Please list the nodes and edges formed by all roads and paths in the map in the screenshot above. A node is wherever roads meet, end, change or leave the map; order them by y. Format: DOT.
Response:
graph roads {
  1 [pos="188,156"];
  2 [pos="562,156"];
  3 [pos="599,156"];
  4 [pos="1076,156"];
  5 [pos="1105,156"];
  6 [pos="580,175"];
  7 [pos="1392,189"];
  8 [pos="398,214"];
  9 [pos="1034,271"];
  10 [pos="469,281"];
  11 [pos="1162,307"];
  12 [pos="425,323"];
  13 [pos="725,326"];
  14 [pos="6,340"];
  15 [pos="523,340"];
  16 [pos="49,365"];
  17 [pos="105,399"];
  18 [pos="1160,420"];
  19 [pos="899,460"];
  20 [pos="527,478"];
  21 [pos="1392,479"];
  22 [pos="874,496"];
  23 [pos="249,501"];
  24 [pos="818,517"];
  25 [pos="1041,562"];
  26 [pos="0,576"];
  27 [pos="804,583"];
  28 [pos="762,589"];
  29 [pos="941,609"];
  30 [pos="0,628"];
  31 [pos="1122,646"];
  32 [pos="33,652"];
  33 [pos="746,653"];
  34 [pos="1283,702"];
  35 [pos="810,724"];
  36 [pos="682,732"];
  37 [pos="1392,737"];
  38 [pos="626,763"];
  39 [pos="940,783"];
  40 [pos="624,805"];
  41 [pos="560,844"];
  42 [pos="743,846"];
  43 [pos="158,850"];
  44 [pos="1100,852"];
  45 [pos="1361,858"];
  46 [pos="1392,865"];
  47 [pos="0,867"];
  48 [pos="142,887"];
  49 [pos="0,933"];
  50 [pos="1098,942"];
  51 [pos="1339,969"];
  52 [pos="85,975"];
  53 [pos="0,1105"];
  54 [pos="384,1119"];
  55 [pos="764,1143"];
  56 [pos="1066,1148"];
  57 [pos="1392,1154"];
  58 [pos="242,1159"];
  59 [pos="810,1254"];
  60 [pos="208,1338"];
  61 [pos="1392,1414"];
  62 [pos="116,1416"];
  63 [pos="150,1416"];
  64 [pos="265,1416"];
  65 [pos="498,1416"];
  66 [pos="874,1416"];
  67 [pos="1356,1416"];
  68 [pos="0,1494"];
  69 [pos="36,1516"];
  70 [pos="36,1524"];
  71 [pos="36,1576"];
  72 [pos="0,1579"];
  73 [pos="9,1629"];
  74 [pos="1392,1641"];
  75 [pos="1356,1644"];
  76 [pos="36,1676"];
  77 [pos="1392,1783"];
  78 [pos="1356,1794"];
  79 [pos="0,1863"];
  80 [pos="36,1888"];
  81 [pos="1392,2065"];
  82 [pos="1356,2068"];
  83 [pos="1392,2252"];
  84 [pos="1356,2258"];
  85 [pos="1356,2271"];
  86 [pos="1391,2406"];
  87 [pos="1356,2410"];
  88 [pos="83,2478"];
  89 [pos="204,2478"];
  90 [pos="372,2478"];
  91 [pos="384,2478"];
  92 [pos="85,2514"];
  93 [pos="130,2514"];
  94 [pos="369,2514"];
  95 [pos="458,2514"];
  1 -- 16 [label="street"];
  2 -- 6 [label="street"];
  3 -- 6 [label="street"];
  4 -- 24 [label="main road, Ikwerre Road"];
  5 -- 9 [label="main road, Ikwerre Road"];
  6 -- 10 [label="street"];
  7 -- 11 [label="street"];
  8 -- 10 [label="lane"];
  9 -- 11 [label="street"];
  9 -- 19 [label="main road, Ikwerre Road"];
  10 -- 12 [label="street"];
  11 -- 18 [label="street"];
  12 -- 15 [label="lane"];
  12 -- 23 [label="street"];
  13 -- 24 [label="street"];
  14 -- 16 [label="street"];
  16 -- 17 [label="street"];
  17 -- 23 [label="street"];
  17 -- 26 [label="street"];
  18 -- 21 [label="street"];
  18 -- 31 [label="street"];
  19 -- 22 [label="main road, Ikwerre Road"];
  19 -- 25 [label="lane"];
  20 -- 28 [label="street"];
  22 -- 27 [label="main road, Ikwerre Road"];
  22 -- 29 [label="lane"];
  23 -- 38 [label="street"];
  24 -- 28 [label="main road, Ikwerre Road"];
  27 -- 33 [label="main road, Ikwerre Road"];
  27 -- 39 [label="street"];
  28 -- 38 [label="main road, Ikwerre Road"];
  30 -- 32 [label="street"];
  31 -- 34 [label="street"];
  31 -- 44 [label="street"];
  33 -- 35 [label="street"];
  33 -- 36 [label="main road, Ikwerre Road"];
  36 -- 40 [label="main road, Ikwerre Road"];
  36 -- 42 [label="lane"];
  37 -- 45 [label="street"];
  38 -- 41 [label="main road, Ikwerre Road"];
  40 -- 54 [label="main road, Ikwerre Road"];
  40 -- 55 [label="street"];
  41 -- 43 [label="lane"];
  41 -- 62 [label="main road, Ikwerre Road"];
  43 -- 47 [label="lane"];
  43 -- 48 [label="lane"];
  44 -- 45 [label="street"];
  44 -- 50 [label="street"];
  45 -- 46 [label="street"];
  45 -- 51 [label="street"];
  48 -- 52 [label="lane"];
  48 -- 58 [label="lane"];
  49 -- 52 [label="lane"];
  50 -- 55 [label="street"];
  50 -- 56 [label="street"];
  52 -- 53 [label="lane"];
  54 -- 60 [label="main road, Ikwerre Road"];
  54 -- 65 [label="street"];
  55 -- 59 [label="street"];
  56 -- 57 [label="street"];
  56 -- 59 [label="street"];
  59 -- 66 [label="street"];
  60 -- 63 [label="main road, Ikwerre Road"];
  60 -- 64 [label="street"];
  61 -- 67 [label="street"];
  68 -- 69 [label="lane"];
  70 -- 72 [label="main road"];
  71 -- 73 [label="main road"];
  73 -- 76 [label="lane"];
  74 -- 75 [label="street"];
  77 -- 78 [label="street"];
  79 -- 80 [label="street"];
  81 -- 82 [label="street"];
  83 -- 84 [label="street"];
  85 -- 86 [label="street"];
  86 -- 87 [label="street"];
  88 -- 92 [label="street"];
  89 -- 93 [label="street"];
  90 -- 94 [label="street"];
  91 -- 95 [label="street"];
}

ASSIGNMENT.
Write out all the records above one more time, exactly.

WORKED SOLUTION.
Please list the nodes and edges formed by all roads and paths in the map in the screenshot above. A node is wherever roads meet, end, change or leave the map; order them by y. Format: DOT.
Response:
graph roads {
  1 [pos="188,156"];
  2 [pos="562,156"];
  3 [pos="599,156"];
  4 [pos="1076,156"];
  5 [pos="1105,156"];
  6 [pos="580,175"];
  7 [pos="1392,189"];
  8 [pos="398,214"];
  9 [pos="1034,271"];
  10 [pos="469,281"];
  11 [pos="1162,307"];
  12 [pos="425,323"];
  13 [pos="725,326"];
  14 [pos="6,340"];
  15 [pos="523,340"];
  16 [pos="49,365"];
  17 [pos="105,399"];
  18 [pos="1160,420"];
  19 [pos="899,460"];
  20 [pos="527,478"];
  21 [pos="1392,479"];
  22 [pos="874,496"];
  23 [pos="249,501"];
  24 [pos="818,517"];
  25 [pos="1041,562"];
  26 [pos="0,576"];
  27 [pos="804,583"];
  28 [pos="762,589"];
  29 [pos="941,609"];
  30 [pos="0,628"];
  31 [pos="1122,646"];
  32 [pos="33,652"];
  33 [pos="746,653"];
  34 [pos="1283,702"];
  35 [pos="810,724"];
  36 [pos="682,732"];
  37 [pos="1392,737"];
  38 [pos="626,763"];
  39 [pos="940,783"];
  40 [pos="624,805"];
  41 [pos="560,844"];
  42 [pos="743,846"];
  43 [pos="158,850"];
  44 [pos="1100,852"];
  45 [pos="1361,858"];
  46 [pos="1392,865"];
  47 [pos="0,867"];
  48 [pos="142,887"];
  49 [pos="0,933"];
  50 [pos="1098,942"];
  51 [pos="1339,969"];
  52 [pos="85,975"];
  53 [pos="0,1105"];
  54 [pos="384,1119"];
  55 [pos="764,1143"];
  56 [pos="1066,1148"];
  57 [pos="1392,1154"];
  58 [pos="242,1159"];
  59 [pos="810,1254"];
  60 [pos="208,1338"];
  61 [pos="1392,1414"];
  62 [pos="116,1416"];
  63 [pos="150,1416"];
  64 [pos="265,1416"];
  65 [pos="498,1416"];
  66 [pos="874,1416"];
  67 [pos="1356,1416"];
  68 [pos="0,1494"];
  69 [pos="36,1516"];
  70 [pos="36,1524"];
  71 [pos="36,1576"];
  72 [pos="0,1579"];
  73 [pos="9,1629"];
  74 [pos="1392,1641"];
  75 [pos="1356,1644"];
  76 [pos="36,1676"];
  77 [pos="1392,1783"];
  78 [pos="1356,1794"];
  79 [pos="0,1863"];
  80 [pos="36,1888"];
  81 [pos="1392,2065"];
  82 [pos="1356,2068"];
  83 [pos="1392,2252"];
  84 [pos="1356,2258"];
  85 [pos="1356,2271"];
  86 [pos="1391,2406"];
  87 [pos="1356,2410"];
  88 [pos="83,2478"];
  89 [pos="204,2478"];
  90 [pos="372,2478"];
  91 [pos="384,2478"];
  92 [pos="85,2514"];
  93 [pos="130,2514"];
  94 [pos="369,2514"];
  95 [pos="458,2514"];
  1 -- 16 [label="street"];
  2 -- 6 [label="street"];
  3 -- 6 [label="street"];
  4 -- 24 [label="main road, Ikwerre Road"];
  5 -- 9 [label="main road, Ikwerre Road"];
  6 -- 10 [label="street"];
  7 -- 11 [label="street"];
  8 -- 10 [label="lane"];
  9 -- 11 [label="street"];
  9 -- 19 [label="main road, Ikwerre Road"];
  10 -- 12 [label="street"];
  11 -- 18 [label="street"];
  12 -- 15 [label="lane"];
  12 -- 23 [label="street"];
  13 -- 24 [label="street"];
  14 -- 16 [label="street"];
  16 -- 17 [label="street"];
  17 -- 23 [label="street"];
  17 -- 26 [label="street"];
  18 -- 21 [label="street"];
  18 -- 31 [label="street"];
  19 -- 22 [label="main road, Ikwerre Road"];
  19 -- 25 [label="lane"];
  20 -- 28 [label="street"];
  22 -- 27 [label="main road, Ikwerre Road"];
  22 -- 29 [label="lane"];
  23 -- 38 [label="street"];
  24 -- 28 [label="main road, Ikwerre Road"];
  27 -- 33 [label="main road, Ikwerre Road"];
  27 -- 39 [label="street"];
  28 -- 38 [label="main road, Ikwerre Road"];
  30 -- 32 [label="street"];
  31 -- 34 [label="street"];
  31 -- 44 [label="street"];
  33 -- 35 [label="street"];
  33 -- 36 [label="main road, Ikwerre Road"];
  36 -- 40 [label="main road, Ikwerre Road"];
  36 -- 42 [label="lane"];
  37 -- 45 [label="street"];
  38 -- 41 [label="main road, Ikwerre Road"];
  40 -- 54 [label="main road, Ikwerre Road"];
  40 -- 55 [label="street"];
  41 -- 43 [label="lane"];
  41 -- 62 [label="main road, Ikwerre Road"];
  43 -- 47 [label="lane"];
  43 -- 48 [label="lane"];
  44 -- 45 [label="street"];
  44 -- 50 [label="street"];
  45 -- 46 [label="street"];
  45 -- 51 [label="street"];
  48 -- 52 [label="lane"];
  48 -- 58 [label="lane"];
  49 -- 52 [label="lane"];
  50 -- 55 [label="street"];
  50 -- 56 [label="street"];
  52 -- 53 [label="lane"];
  54 -- 60 [label="main road, Ikwerre Road"];
  54 -- 65 [label="street"];
  55 -- 59 [label="street"];
  56 -- 57 [label="street"];
  56 -- 59 [label="street"];
  59 -- 66 [label="street"];
  60 -- 63 [label="main road, Ikwerre Road"];
  60 -- 64 [label="street"];
  61 -- 67 [label="street"];
  68 -- 69 [label="lane"];
  70 -- 72 [label="main road"];
  71 -- 73 [label="main road"];
  73 -- 76 [label="lane"];
  74 -- 75 [label="street"];
  77 -- 78 [label="street"];
  79 -- 80 [label="street"];
  81 -- 82 [label="street"];
  83 -- 84 [label="street"];
  85 -- 86 [label="street"];
  86 -- 87 [label="street"];
  88 -- 92 [label="street"];
  89 -- 93 [label="street"];
  90 -- 94 [label="street"];
  91 -- 95 [label="street"];
}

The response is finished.